Thinking: When you get what you ask for, you really have no right to be surprised.
. . . including me.
Skeleton Bitch
RICTUS. THAT’S THE grin a corpse gets, when it knows you’re just too chicken-shit to bury it yet, and I should know.
I looked it up.
* * *
So—Friday night at Jaime’s, two months back. Somebody’s earrings caught the light from over by the john, and I couldn’t believe anybody could possibly wear that many rings at once without ripping their lobes wide open, so I leaned past Doug Whoever’s shoulder for a closer look. She was up against the wall with a speaker at either hip, all black on black, thin as sidewalk chalk. White hair, white lips with an irregular flash of blue teeth laced between them in the kitchen light-spill. A chemical warfare jacket to mid-thigh over tights so old they were mostly runs, flag of South Vietnam dripping blood along one arm, the other nude and unexpectedly track-free. Element of surprise aside, it all seemed like the same old poser Goth shit to me—I mean, just about everybody there was trying to look dead.
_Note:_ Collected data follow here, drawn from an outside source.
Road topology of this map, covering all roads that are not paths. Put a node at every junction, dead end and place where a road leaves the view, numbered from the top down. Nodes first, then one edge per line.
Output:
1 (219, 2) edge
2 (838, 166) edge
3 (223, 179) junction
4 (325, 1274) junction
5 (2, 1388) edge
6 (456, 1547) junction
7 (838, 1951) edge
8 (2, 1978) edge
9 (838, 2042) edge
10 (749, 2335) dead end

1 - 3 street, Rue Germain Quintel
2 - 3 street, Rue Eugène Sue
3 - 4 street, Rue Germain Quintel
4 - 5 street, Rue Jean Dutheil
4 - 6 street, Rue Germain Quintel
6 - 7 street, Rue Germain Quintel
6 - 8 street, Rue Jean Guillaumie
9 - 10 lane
But she was the only one doing it right.
“’Scuse me,” I said, and pushed off to investigate. Some proto-grunge epic blasted so loud my fillings ached as I stepped up beside her, but she didn’t even turn. Just said:
“Like this song?”
I took a second, got a smear of lash mixed with red-shot iris in return for my tact.
“Yeah, classic. You?”
“First time I heard this . . . it was 1987. Ozone summer. Kicked some kind of door open in my head, and I—”
“Don’t tell me. You wanted to hunt him down and do him on the floor, right?”
She showed those teeth again—wet, this time. A little internal thrum of laughter. Then, in that prepubescent head-cold purr of hers, entirely too detached to charm:
“No, Mr. Man. I wanted to be him. Just like you did.”
I followed her down the hall awhile. Pretty soon, she pulled me through a door with a big splash of paint above it, and we fell against the wall. I felt her breasts move under the jacket, pointy little nipples piercing through like slate chips. Five cold fingers toying with my fly, diffident, like she could take it or leave it, depending on how slow the music got.
“You keep on doing that, I’m gonna have to take you into the john.” Her hand moved a little lower. “Hey,” I said, trying to keep it light—but I was drunk by then, and it came out wrong. “You think I’m joking?”
That made her look up, for the first time. And answer:
“No.”
“Oh, so you’re one stone bitch, I expect.”
A narrow blue rim of smile, like frost.
“Yeah,” she said, with absolutely no change of tone. “I am.”
And I laughed.
* * *
But by the morning after—when I woke up, alone and hurting—I believed her.
* * *
A couple of days later, I met Jaime on the street. “That chick I went off with—” I began.
A wave of laughter. “Oh, yeah. Dawn of the Dead. How you make out there, anyways?”